▶ [REQUIREMENT]:
Each line below from the one containing "wrist: (488, 391)" through the one containing "pinky dip: (610, 350)" should be output exactly as it stands, and no other line should appear.

Keypoint coordinate data
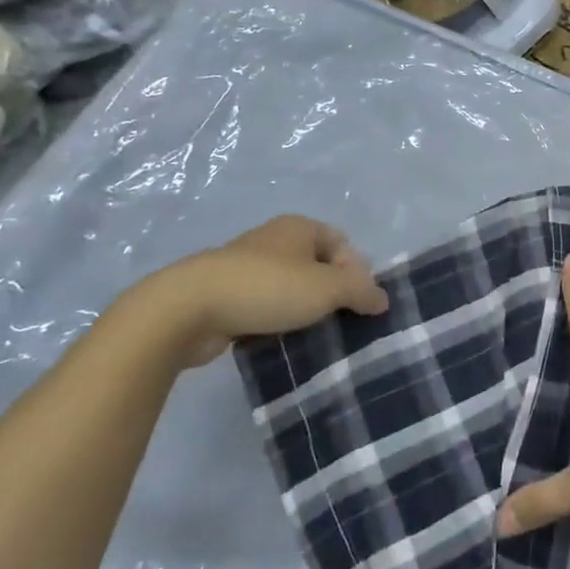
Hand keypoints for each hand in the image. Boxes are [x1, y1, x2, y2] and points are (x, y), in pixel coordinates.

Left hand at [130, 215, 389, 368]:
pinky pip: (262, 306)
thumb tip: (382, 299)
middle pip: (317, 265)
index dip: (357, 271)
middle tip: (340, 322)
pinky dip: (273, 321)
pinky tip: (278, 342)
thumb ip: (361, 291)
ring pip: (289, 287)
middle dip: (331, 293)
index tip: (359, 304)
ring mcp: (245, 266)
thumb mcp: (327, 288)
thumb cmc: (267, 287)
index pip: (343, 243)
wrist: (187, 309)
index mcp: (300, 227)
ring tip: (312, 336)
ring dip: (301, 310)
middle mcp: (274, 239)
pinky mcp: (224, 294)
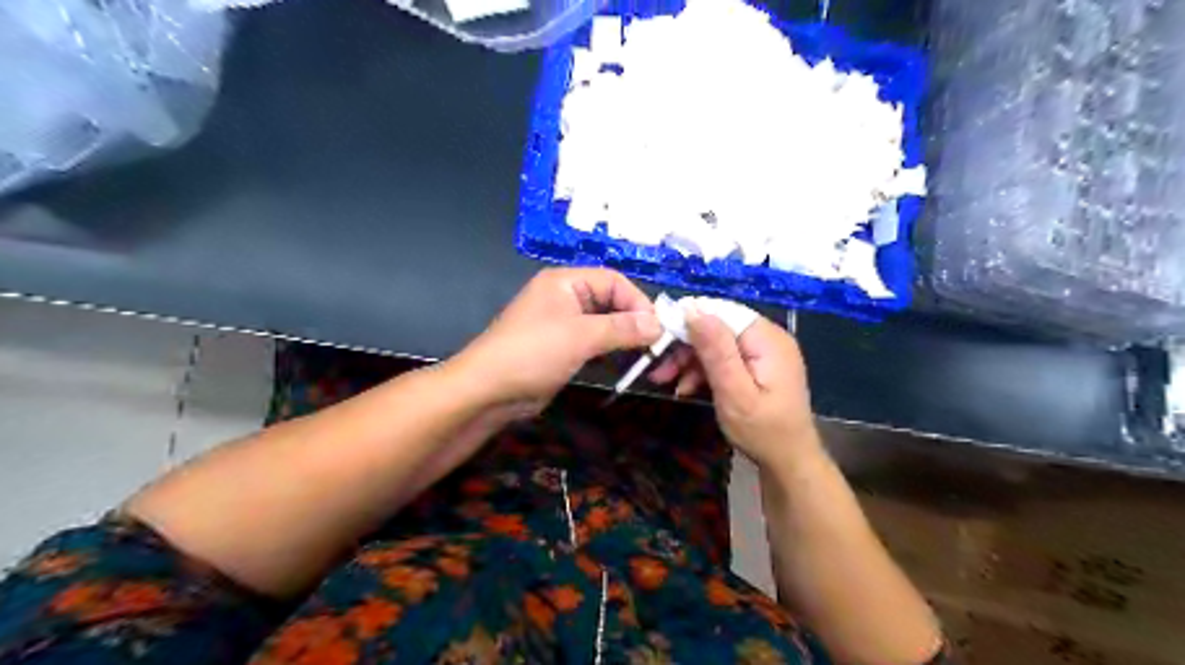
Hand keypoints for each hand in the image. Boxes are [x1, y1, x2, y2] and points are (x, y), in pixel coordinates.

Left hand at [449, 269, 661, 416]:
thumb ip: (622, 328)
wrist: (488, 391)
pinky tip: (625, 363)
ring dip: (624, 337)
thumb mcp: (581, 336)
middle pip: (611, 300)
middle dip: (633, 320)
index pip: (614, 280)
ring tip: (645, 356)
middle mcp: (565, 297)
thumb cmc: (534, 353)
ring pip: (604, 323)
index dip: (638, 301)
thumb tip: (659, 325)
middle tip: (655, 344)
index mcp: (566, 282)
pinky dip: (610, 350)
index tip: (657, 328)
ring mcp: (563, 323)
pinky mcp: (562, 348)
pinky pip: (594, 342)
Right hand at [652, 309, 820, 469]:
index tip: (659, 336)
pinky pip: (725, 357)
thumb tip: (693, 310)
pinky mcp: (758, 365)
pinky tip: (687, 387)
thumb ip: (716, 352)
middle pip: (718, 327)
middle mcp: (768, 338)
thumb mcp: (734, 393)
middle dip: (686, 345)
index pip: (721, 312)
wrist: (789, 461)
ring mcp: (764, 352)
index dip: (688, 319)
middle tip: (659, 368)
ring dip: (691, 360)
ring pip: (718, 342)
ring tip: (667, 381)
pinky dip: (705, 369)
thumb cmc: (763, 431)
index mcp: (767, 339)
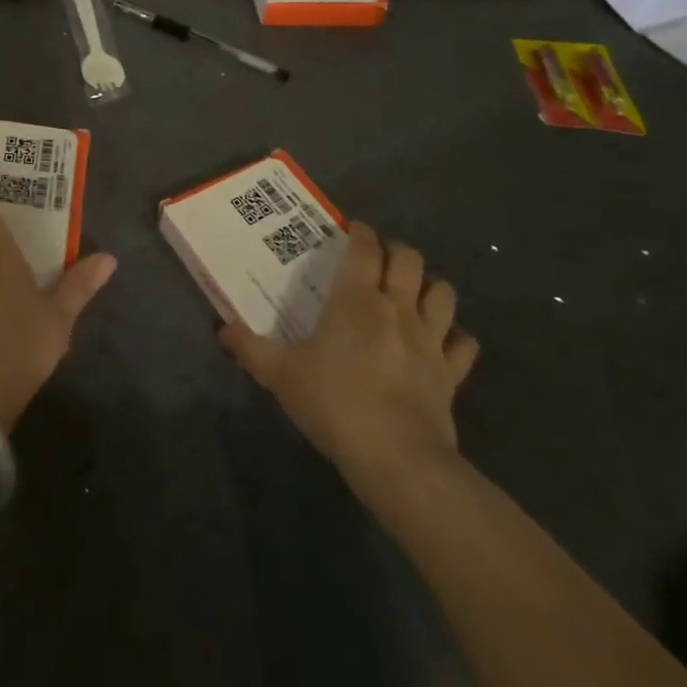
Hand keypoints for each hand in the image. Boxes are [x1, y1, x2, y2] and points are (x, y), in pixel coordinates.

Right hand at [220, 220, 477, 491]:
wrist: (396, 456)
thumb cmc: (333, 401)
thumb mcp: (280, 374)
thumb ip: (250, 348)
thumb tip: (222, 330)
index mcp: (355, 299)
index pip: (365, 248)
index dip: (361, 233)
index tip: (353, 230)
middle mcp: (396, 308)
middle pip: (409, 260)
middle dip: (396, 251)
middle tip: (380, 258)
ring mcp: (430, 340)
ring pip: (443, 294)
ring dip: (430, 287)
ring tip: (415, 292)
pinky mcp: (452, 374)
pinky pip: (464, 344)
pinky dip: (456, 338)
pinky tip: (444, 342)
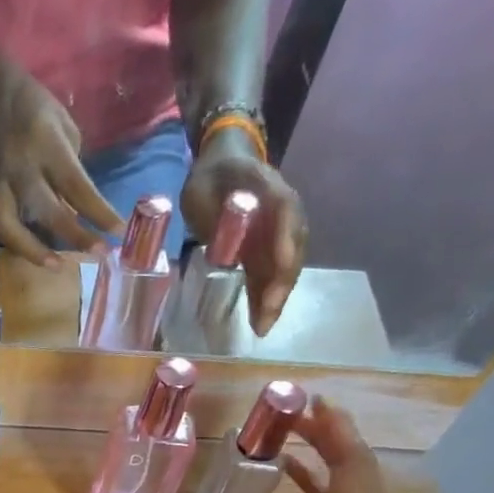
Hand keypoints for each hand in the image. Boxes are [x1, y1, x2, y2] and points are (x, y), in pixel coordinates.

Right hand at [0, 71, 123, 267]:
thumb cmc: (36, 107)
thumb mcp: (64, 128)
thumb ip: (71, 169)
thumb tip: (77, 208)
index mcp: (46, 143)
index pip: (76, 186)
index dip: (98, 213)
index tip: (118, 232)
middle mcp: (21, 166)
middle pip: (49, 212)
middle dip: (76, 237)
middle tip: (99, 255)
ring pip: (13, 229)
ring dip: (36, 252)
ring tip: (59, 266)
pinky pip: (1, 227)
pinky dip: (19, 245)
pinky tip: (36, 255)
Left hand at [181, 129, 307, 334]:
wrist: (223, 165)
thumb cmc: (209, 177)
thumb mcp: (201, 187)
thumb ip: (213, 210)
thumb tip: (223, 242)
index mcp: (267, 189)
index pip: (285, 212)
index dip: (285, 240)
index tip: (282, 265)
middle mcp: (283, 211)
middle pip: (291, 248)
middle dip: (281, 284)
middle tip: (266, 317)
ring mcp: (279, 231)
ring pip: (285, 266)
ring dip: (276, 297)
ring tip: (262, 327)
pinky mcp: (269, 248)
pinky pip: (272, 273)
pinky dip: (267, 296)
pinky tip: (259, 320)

▶ [OUTPUT OF THE EXERCISE]:
wrist: (488, 391)
pinky tip: (625, 363)
ring dip: (624, 337)
thumb mcp: (581, 336)
middle pip: (611, 300)
middle dip: (633, 320)
index pip: (614, 280)
ring tip: (645, 356)
middle mcp: (565, 297)
thumb cmc: (534, 353)
ring pip: (604, 323)
index dip: (638, 301)
thumb tip: (659, 325)
middle tip: (655, 344)
index mcp: (566, 282)
pinky dip: (610, 350)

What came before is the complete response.